In addition, in general, we will divide the dataset into train and test.
This will be done to evaluate the training of the model.
We will try to keep the proportion of classes the same in both sets.

This is why stratify is used.


In [None]:
X_train, X_test, y_train, y_test = train_test_split(rf_df.drop('quality', axis=1), rf_df['quality'], test_size=0.2,stratify=rf_df['quality'],random_state=42)

In each algorithm there are certain hyperparameters that can be adjusted to improve the performance of the model.
To find those that improve the performance of the model, several combinations will be tested.
Checking which of them maximizes certain metrics, such as accuracy, recall or f1-score.


In this case, the random forest has the following hyperparameters:

- `n_estimators`: number of trees in the forest.
- `max_depth`: maximum depth of the trees
- `min_samples_split`: minimum number of samples needed to split one node
- `min_samples_leaf`: minimum number of samples needed in a leaf node


In [None]:
param_grid = {
    'n_estimators': [300, 500],
    'max_depth': [10, 20, 30, 40, 50],
    'min_samples_split': [2, 5, 10],
    'min_samples_leaf': [1, 2, 4],
}

# class_weights = compute_class_weight(class_weight='balanced', classes=np.unique(y_train), y=y_train)
# class_weights_dict = dict(zip(np.unique(y_train), class_weights))

rf = RandomForestClassifier(random_state=42)

grid_search = GridSearchCV(estimator=rf, param_grid=param_grid, cv=3, n_jobs=-1)
grid_search.fit(X_train, y_train)

print(grid_search.best_params_)
print(grid_search.best_estimator_)
print(grid_search.best_score_)

Once the best hyperparameters have been obtained, the model will be trained with the training dataset and evaluated with the test dataset.
The metrics obtained will be displayed and compared with those obtained in the training.
We will use the confusion matrix to see how the model behaves in each class.


In [None]:
# Modelo con los mejores hiperparámetros
best_rf = grid_search.best_estimator_
y_pred = best_rf.predict(X_test)

# Calcular la precisión
accuracy = accuracy_score(y_test, y_pred)
print('Precisión:', accuracy)

In [None]:
# Matriz de confusión
rf_conf_matrix = confusion_matrix(y_test, y_pred)

plt.figure(figsize=(10, 6))
sns.heatmap(rf_conf_matrix, annot=True, fmt='d', cmap='Blues', xticklabels=np.unique(y_test), yticklabels=np.unique(y_test))
plt.title('Matriz de Confusión')
plt.xlabel('Predicción')
plt.ylabel('Real')
plt.show()

## Logistic Regression


In [None]:
lr_df = df.drop(['density', 'free_sulfur_dioxide', 'sulphates'], axis=1)

In [None]:
X = lr_df.drop('quality', axis=1)
y = lr_df['quality']

X_train, X_test, y_train, y_test = train_test_split(X, y, test_size=0.2, stratify=y, random_state=42)

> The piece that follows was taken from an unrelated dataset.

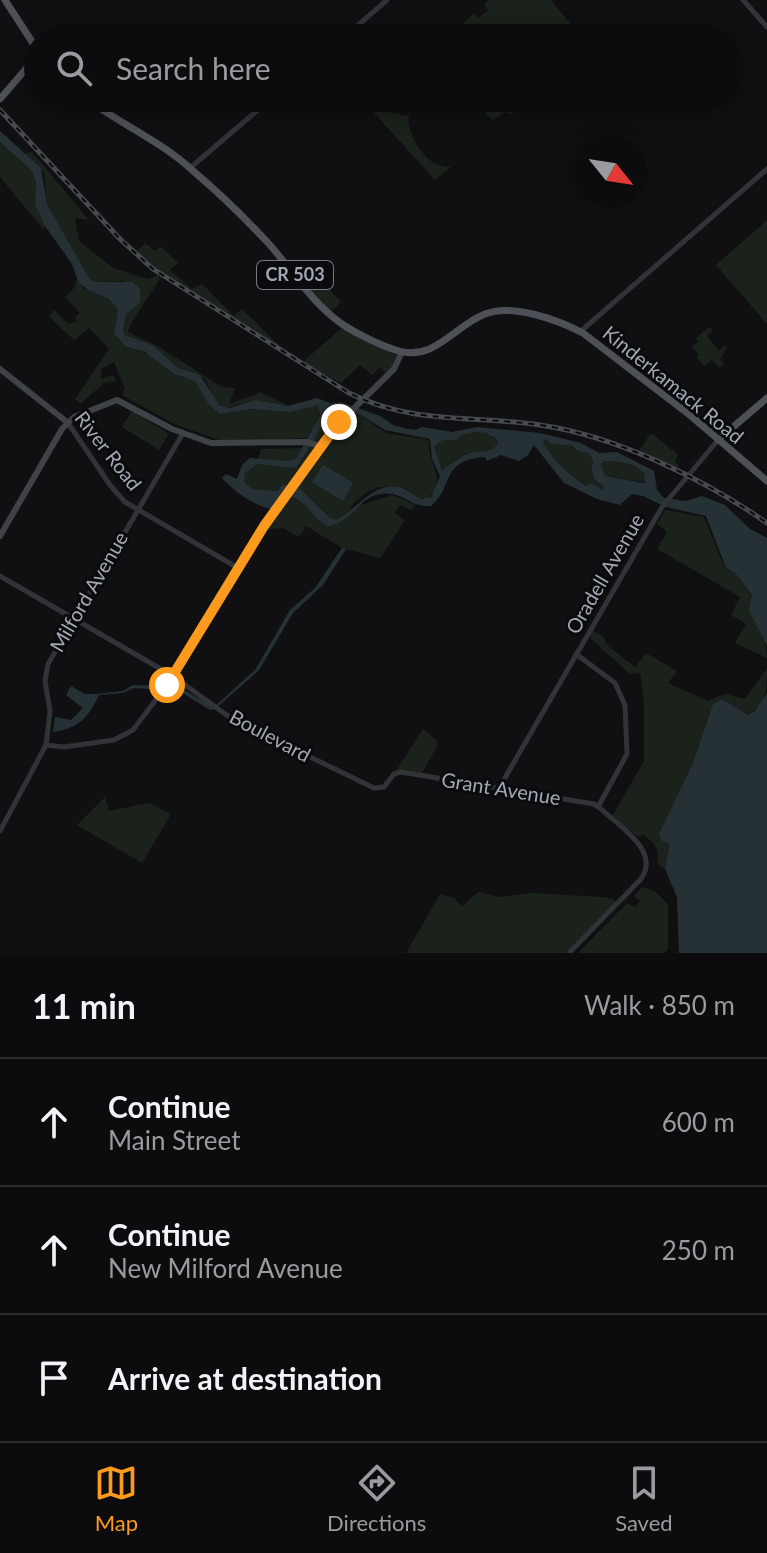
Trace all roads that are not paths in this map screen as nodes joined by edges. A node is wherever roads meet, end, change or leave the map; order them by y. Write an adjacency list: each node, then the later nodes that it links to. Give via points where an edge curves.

Normalization of the data is important so that the model converges faster and so that there are no features that have more weight than others, since it brings them to a common scale.
Especially when we are working with models that use Euclidean distance, such as logistic regression.


In [None]:
scaler = StandardScaler()
x_train_scaled = scaler.fit_transform(X_train)
x_test_scaled = scaler.transform(X_test)

### Lasso

For this model, the hyperparameter that can be set is `C`, which is the inverse of the regularization strength.

The difference between Lasso and Ridge is that Lasso can lead to some coefficients being 0, which can be useful for feature selection.

In [None]:
param_grid = {
    'C': list(map(lambda x: x/100, range(1, 200, 1))),
}

lasso_model = LogisticRegression(penalty='l1', solver='saga')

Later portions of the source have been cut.